I’m not really a fan of Andy Warhol’s art. I don’t say this because I’m an art snob (knowing so little about art absolves me of that luxury) but because it’s too everywhere to feel precious. When I saw his first retrospective in 31 years at the Whitney yesterday, I had a hard time reconciling the difference between the original silk screen before me and the Snapchat filters tucked in my pocket. If that’s the case, then why see Warhol anyways? Well, because he is a true pioneer and according to the New York Times, “the most important American artist of the second half of the 20th century.” I know where to pay my respects.


You come for the punchy pop and matching makeup of the looming Chairman Mao and a wall of many Marilyns. But you stay for the portrait series “Ladies and Gentlemen” that represented Warhol’s underground work of the marginalized. His style was perfect for masking and protecting the identities of the black and Latin drag stars he photographed in 1975.

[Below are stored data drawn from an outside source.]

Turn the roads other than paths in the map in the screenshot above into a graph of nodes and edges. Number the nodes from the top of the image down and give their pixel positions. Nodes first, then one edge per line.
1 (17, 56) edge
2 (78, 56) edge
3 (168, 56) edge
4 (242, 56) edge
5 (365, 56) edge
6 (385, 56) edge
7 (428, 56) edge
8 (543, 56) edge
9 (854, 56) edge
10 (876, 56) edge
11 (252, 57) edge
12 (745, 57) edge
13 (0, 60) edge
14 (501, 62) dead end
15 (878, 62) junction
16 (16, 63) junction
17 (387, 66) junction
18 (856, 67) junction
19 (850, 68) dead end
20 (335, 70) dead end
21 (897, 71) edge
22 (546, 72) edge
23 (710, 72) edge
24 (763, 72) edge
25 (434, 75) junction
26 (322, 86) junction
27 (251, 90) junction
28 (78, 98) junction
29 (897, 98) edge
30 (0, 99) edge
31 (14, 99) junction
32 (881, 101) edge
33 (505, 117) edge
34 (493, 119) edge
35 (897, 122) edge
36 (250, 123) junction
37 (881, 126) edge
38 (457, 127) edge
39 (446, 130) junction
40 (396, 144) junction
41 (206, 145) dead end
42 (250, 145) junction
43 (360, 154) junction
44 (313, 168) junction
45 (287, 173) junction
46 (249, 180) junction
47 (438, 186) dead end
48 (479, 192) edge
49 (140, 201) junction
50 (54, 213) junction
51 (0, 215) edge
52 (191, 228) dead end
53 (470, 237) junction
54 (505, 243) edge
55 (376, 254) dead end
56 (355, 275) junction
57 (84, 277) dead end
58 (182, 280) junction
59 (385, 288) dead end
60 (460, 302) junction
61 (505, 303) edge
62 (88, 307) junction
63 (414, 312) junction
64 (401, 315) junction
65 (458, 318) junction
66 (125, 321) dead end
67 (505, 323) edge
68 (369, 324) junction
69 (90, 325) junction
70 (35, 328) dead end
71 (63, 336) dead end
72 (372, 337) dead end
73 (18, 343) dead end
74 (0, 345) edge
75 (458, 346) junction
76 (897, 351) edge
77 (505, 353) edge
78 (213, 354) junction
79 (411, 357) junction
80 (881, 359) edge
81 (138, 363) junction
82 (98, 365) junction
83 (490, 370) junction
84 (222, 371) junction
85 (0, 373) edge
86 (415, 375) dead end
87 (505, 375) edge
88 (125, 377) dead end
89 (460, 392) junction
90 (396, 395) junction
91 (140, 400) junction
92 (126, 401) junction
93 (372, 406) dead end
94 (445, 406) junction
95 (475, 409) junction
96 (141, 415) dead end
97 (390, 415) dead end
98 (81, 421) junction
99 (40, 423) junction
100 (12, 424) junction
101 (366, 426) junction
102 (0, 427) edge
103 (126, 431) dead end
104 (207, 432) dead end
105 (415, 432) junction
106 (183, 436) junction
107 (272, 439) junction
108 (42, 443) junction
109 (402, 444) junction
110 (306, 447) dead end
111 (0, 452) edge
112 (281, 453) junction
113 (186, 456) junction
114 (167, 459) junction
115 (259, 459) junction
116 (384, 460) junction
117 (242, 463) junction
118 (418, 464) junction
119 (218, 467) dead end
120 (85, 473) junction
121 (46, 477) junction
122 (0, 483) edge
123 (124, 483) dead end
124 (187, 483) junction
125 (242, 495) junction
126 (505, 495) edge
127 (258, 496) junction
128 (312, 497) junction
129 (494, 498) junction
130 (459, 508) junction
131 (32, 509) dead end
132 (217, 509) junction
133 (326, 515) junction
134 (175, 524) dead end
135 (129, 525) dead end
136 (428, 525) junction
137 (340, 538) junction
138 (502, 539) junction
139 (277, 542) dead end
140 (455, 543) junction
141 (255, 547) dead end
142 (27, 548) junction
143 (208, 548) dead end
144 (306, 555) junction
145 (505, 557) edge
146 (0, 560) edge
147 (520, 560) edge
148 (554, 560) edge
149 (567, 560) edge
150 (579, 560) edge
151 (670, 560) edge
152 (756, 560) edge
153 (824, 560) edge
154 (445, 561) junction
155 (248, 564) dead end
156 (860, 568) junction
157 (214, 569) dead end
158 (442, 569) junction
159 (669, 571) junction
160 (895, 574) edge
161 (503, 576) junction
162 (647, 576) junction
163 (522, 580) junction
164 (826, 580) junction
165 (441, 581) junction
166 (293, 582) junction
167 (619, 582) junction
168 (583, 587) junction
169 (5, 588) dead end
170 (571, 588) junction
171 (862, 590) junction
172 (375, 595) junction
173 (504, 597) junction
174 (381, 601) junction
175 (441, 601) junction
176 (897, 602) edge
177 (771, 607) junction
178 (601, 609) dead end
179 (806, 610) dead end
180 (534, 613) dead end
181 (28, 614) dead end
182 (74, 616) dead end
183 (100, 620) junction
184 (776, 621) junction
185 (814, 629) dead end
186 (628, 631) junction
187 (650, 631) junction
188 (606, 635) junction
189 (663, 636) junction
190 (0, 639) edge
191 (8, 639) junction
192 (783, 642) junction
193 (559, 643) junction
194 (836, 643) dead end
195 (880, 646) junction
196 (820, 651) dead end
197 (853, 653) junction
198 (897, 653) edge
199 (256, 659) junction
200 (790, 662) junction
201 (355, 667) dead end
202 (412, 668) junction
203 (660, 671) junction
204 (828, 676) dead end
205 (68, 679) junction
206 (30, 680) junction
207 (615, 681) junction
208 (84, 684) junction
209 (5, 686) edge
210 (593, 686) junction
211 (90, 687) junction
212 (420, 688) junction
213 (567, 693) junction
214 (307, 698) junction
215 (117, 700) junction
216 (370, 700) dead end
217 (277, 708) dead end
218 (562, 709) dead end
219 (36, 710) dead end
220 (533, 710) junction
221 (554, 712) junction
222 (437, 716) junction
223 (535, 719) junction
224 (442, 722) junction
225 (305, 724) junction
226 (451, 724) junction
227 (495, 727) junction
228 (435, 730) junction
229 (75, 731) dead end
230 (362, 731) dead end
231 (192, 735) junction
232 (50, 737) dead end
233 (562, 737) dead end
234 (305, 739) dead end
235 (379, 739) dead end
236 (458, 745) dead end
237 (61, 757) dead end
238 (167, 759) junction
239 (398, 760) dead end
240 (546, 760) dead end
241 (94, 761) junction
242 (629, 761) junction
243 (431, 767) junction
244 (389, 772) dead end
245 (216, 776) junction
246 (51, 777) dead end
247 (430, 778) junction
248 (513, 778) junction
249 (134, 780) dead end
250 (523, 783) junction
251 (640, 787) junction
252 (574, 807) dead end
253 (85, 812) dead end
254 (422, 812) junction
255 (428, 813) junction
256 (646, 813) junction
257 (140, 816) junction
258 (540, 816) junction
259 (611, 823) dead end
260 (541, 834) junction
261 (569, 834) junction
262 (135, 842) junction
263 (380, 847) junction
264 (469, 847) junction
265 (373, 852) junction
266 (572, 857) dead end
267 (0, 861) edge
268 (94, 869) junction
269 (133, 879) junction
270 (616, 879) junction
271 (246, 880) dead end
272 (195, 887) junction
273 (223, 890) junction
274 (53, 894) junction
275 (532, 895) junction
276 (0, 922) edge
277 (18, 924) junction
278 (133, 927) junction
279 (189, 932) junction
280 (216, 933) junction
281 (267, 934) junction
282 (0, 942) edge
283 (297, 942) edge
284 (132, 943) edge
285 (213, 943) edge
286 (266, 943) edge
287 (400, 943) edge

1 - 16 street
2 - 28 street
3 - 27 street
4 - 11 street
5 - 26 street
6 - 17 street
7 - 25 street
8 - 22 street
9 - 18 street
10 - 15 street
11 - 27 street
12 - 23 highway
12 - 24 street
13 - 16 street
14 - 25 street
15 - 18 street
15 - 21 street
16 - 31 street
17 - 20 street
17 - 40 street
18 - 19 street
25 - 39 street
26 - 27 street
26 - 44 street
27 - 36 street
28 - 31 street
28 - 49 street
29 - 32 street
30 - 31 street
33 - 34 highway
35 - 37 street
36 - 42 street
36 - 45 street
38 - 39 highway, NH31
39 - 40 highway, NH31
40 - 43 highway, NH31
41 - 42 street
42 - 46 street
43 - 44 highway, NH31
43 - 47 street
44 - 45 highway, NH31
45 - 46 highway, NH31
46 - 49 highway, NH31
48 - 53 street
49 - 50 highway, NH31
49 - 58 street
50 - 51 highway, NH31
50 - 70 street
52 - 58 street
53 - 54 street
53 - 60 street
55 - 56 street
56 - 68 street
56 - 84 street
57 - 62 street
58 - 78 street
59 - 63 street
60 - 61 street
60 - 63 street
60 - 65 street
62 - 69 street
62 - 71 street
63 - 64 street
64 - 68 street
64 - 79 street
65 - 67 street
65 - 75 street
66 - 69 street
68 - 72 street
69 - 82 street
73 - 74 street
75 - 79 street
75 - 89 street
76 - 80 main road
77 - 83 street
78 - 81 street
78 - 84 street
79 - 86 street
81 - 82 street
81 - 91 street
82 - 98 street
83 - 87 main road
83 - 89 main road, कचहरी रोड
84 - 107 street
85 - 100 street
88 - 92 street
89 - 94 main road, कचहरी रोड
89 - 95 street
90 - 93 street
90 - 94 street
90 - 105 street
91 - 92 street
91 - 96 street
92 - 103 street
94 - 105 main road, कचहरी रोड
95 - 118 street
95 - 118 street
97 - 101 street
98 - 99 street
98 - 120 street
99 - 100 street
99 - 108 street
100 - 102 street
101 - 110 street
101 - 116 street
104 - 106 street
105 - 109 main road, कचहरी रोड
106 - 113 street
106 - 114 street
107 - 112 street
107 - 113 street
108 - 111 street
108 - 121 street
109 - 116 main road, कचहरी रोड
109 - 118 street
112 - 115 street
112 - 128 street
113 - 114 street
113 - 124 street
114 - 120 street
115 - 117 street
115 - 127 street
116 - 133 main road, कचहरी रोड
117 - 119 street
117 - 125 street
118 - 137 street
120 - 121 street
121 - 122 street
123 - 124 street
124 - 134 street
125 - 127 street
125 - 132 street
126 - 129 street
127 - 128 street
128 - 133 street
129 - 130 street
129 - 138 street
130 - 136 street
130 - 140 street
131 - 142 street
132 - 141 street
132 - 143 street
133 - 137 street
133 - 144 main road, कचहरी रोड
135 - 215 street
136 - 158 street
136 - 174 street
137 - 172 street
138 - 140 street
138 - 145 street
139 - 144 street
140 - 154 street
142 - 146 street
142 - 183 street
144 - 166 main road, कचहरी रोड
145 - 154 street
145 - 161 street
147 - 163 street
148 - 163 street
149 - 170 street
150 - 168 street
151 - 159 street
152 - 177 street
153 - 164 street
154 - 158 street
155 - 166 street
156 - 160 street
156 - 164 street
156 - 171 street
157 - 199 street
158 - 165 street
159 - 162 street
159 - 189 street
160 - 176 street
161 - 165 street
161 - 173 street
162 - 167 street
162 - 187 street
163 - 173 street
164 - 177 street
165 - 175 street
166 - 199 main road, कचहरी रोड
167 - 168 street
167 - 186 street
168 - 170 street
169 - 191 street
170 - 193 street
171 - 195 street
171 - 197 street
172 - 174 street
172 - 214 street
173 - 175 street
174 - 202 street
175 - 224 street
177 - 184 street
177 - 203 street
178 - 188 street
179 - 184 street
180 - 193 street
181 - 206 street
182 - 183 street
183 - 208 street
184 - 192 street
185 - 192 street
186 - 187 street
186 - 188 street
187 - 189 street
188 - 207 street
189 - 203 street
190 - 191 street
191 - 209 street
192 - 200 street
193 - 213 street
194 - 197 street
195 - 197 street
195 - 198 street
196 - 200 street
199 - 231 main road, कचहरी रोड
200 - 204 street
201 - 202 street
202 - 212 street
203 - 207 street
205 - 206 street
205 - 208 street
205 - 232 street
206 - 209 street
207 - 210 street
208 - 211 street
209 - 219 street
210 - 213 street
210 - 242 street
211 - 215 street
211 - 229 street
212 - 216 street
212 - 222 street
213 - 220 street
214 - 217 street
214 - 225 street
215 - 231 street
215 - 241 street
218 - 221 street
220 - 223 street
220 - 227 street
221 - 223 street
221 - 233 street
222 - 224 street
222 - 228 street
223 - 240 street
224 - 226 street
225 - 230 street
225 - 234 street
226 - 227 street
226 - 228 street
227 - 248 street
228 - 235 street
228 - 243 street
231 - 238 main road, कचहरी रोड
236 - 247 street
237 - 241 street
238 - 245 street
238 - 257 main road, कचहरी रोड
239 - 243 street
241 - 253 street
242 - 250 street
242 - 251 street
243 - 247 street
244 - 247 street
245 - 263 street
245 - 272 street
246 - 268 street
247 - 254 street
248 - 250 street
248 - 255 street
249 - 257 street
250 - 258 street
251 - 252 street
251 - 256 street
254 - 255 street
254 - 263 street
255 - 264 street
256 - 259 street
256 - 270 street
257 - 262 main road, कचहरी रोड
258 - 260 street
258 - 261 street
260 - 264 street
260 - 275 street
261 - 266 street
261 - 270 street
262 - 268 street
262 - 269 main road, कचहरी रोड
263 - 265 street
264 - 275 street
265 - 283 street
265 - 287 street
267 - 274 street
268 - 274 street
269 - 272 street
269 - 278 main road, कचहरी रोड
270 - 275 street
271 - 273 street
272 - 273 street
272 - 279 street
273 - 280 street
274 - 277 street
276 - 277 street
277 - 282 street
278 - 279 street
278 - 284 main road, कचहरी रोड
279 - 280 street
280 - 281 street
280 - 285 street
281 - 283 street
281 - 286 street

How did curator Donna de Salvo manage to make an exhibit on the master of mass production feel personal? She paid particular attention to the intimacy behind the icon that gives his art weight. More importantly, how did de Salvo make a collection of some of the most redundant images on the planet feel fresh? Her view of the life of Warhol from a more humble vantage point will satisfy me for the time being. I’ll likely see another “Banana” 1967 on someone’s sweatshirt in a week. Over the past 50 years his work has only proliferated alongside our mediums to be seen and heard. In her book Sexographies, journalist Gabriela Wiener describes the immense popularity of Chilean writer Isabel Allende. “Pop, that expression of the ephemeral, makes Allende paradoxically everlasting.” The same could be said about Andy.